Please note that any extra process running on the Omnia will significantly degrade the routing capabilities at those speeds (and with PPPoE), so forget about containers, Wi-Fi controllers, NAS, etc. There’s not enough power for that. Also, servers using Cubic instead of BBR might be more sensitive to any latency that might be added by the routing processes under full load.
(This one WAN connection does not support IPv6 and I will certainly add IPv6 results, as these might get a bit better thanks to missing NAT.)

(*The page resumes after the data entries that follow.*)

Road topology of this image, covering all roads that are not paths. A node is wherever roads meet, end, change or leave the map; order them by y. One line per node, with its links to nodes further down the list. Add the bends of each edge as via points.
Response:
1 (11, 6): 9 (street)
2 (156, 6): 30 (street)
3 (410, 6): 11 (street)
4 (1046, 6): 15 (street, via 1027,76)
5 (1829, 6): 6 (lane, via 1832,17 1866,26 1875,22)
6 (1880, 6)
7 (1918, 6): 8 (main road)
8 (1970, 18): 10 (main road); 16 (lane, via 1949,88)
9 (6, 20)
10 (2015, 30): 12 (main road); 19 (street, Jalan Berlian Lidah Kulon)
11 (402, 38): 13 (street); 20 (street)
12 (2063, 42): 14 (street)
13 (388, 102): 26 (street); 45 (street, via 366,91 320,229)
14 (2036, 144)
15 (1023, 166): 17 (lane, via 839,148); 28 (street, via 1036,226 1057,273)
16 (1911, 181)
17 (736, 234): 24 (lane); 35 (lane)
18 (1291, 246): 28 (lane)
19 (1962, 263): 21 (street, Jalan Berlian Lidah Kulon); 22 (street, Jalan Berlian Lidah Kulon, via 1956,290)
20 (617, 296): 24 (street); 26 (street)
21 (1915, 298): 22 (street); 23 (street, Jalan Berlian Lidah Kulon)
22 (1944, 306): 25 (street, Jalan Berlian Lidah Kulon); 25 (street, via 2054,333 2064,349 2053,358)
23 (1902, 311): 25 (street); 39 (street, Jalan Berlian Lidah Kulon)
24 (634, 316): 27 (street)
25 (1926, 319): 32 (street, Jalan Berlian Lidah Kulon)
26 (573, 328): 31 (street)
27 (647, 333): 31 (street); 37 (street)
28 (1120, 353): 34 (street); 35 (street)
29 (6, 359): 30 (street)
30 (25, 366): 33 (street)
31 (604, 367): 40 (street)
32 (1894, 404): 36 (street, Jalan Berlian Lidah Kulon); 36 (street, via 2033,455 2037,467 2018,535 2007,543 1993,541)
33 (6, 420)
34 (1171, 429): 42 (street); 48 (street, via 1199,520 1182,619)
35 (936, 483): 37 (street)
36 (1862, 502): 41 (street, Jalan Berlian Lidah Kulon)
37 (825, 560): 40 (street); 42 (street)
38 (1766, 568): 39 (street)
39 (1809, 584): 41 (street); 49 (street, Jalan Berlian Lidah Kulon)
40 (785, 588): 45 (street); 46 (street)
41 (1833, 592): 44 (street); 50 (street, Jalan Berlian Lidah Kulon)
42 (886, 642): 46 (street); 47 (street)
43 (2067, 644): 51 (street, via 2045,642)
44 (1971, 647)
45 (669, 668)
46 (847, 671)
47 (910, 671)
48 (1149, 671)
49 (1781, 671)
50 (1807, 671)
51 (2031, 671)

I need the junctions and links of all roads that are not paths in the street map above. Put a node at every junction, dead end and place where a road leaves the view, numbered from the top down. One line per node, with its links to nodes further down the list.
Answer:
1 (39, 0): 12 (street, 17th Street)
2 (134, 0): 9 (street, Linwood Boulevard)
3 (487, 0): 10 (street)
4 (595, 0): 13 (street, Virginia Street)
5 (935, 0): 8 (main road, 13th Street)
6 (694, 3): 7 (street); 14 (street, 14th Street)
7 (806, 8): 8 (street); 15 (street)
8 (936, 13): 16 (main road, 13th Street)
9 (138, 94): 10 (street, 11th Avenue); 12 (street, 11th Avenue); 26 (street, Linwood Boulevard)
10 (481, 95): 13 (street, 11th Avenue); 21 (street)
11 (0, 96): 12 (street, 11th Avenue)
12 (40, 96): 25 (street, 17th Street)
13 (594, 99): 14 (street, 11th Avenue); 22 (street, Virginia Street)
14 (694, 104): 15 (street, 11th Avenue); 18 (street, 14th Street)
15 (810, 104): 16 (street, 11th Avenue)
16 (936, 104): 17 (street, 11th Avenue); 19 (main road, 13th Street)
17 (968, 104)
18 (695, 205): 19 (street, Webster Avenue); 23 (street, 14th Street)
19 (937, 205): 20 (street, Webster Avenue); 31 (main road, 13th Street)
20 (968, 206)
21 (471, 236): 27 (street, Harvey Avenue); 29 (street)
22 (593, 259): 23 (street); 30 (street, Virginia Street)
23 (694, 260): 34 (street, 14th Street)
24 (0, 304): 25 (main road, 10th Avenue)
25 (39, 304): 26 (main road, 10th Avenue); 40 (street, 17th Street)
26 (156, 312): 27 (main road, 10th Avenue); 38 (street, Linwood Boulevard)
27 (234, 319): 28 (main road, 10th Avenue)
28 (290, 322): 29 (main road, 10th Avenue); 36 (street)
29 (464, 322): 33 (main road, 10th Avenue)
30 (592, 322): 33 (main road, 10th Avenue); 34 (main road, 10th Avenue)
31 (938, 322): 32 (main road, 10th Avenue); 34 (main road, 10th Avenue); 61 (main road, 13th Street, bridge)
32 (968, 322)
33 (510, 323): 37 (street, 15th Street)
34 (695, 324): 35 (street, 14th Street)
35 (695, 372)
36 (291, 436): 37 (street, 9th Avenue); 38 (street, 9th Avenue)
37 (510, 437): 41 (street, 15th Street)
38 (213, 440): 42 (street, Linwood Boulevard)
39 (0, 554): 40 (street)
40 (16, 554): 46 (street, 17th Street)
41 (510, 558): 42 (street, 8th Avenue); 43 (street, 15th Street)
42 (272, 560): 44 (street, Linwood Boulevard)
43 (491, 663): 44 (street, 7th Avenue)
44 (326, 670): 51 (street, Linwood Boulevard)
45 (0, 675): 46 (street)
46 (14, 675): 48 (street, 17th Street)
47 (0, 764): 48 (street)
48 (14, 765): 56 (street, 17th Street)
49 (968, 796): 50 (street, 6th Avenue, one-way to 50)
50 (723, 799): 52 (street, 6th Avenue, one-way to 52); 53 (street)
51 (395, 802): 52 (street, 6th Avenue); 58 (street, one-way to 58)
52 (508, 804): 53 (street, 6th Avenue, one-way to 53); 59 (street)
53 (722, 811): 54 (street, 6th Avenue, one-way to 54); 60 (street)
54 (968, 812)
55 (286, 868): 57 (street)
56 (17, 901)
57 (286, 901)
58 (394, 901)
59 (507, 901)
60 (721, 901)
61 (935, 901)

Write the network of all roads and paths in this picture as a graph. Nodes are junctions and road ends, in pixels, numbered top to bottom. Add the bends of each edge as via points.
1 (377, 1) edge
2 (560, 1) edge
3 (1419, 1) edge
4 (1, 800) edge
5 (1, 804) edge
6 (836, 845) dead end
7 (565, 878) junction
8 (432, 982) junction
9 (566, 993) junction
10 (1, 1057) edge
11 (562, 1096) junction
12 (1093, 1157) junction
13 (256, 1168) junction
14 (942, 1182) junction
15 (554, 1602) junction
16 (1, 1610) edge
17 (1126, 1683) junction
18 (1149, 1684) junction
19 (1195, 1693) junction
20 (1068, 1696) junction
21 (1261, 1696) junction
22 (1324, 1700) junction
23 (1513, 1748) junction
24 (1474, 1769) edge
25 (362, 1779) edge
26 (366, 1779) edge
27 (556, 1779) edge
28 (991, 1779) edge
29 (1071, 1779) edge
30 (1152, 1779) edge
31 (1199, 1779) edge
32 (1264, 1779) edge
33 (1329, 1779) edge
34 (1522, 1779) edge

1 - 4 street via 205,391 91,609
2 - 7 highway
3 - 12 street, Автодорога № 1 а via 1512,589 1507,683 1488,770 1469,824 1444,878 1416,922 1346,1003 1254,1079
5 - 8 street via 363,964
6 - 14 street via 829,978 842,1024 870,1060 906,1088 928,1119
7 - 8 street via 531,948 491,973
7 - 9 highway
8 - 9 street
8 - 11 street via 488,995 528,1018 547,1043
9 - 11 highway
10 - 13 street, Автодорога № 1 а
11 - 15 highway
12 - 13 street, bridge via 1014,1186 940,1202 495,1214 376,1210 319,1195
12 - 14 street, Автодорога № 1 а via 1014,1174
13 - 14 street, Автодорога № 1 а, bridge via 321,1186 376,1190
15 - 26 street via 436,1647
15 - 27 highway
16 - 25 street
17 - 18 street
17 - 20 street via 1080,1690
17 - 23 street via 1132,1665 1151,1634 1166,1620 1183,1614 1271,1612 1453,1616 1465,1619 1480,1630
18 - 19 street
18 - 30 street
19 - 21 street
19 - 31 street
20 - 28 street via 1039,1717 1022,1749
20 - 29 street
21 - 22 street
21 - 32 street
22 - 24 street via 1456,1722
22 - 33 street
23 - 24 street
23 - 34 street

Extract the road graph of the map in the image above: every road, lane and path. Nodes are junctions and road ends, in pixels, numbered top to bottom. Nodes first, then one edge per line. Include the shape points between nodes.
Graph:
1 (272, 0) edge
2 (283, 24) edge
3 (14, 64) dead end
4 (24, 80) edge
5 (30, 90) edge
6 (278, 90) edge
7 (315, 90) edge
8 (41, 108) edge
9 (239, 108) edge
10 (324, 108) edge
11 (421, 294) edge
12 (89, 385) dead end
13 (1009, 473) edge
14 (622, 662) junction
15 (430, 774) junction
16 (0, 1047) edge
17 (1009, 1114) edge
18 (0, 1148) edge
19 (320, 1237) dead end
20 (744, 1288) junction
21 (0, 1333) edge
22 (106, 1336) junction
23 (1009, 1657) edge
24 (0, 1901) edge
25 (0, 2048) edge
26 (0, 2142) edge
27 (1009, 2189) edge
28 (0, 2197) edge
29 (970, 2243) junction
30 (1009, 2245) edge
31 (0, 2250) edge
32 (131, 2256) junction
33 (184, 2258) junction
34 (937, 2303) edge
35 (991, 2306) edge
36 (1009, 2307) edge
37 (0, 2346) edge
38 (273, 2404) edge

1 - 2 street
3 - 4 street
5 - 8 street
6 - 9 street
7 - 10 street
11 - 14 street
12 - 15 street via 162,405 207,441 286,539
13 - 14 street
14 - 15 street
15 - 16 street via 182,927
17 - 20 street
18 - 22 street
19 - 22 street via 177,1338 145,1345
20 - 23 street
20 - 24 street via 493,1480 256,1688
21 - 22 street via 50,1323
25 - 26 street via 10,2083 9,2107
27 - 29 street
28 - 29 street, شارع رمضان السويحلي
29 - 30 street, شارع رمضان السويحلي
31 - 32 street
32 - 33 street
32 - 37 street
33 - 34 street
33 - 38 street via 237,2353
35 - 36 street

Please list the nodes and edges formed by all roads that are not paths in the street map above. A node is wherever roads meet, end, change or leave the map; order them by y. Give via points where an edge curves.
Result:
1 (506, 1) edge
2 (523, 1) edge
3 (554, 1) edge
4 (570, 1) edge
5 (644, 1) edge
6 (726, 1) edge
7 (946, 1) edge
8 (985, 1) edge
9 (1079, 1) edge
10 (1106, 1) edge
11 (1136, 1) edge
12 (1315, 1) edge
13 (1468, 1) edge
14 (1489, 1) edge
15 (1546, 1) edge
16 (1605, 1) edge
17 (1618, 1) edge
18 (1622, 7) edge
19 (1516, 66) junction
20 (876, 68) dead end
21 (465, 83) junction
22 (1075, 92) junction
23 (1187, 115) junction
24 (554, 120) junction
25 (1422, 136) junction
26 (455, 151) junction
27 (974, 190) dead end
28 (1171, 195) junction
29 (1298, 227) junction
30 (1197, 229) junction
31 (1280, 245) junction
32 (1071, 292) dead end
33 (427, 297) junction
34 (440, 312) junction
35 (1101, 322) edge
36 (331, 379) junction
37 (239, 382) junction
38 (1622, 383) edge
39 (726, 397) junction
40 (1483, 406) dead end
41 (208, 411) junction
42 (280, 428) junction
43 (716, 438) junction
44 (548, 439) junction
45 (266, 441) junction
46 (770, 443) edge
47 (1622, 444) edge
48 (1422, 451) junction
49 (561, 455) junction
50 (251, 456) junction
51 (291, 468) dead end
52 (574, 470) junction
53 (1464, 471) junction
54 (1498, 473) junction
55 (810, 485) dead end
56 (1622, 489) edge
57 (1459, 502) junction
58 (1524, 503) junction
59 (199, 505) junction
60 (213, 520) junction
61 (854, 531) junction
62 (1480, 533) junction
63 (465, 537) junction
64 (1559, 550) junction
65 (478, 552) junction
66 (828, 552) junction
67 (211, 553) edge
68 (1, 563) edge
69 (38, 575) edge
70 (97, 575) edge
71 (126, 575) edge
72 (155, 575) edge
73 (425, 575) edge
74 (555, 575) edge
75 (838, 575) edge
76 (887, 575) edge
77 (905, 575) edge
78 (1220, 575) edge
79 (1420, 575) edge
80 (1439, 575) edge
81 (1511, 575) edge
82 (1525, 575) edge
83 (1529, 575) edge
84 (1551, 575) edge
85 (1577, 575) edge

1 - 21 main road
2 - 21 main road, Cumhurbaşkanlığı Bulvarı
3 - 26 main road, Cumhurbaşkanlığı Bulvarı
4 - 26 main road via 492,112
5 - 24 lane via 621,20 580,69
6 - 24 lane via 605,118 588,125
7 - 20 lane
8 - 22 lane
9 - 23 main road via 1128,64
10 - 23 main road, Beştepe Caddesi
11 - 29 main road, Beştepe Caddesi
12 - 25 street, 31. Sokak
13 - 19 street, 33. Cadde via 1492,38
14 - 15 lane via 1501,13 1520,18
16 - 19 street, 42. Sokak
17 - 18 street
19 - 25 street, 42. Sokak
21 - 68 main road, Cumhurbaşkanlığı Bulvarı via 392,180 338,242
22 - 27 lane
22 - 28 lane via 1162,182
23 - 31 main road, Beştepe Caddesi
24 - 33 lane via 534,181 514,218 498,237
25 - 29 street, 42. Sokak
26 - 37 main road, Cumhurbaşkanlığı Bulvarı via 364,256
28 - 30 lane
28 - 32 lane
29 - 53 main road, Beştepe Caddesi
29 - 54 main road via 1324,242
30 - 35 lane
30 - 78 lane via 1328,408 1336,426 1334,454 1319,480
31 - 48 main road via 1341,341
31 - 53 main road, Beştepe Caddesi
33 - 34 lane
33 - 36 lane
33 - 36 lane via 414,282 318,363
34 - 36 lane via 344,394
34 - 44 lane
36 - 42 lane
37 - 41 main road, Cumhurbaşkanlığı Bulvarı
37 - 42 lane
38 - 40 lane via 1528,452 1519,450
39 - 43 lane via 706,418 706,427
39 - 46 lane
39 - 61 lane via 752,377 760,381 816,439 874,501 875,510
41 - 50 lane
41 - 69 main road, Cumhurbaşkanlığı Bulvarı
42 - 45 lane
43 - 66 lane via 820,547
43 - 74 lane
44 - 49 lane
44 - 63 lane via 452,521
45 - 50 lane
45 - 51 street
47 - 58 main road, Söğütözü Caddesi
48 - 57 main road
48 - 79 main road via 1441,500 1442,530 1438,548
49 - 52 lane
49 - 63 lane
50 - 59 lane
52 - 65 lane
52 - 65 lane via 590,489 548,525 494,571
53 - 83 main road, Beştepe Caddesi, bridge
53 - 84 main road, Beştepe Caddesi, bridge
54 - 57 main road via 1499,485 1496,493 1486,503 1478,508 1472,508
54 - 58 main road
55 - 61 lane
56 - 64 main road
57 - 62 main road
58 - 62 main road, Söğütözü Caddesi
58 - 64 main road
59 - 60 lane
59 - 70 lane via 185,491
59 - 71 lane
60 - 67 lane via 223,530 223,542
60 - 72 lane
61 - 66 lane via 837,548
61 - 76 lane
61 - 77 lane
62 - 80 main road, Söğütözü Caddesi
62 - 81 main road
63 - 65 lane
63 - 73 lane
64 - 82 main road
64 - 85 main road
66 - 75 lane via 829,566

P.S.: If you have considered using the Omnia SFP module with Routerboard RB5009, forget about it NOW. The Omnia SFP module does not properly report the 2.5 Gbps speed to that router (reports 10 Gbps instead of 2.5 Gbps) and your buffers will be heavily bloated, resulting in severely degraded connection. Trust me, I’ve been there, and eventually ordered a proper Mikrotik 1/2/5/10 Gbps SFP+ module which works well.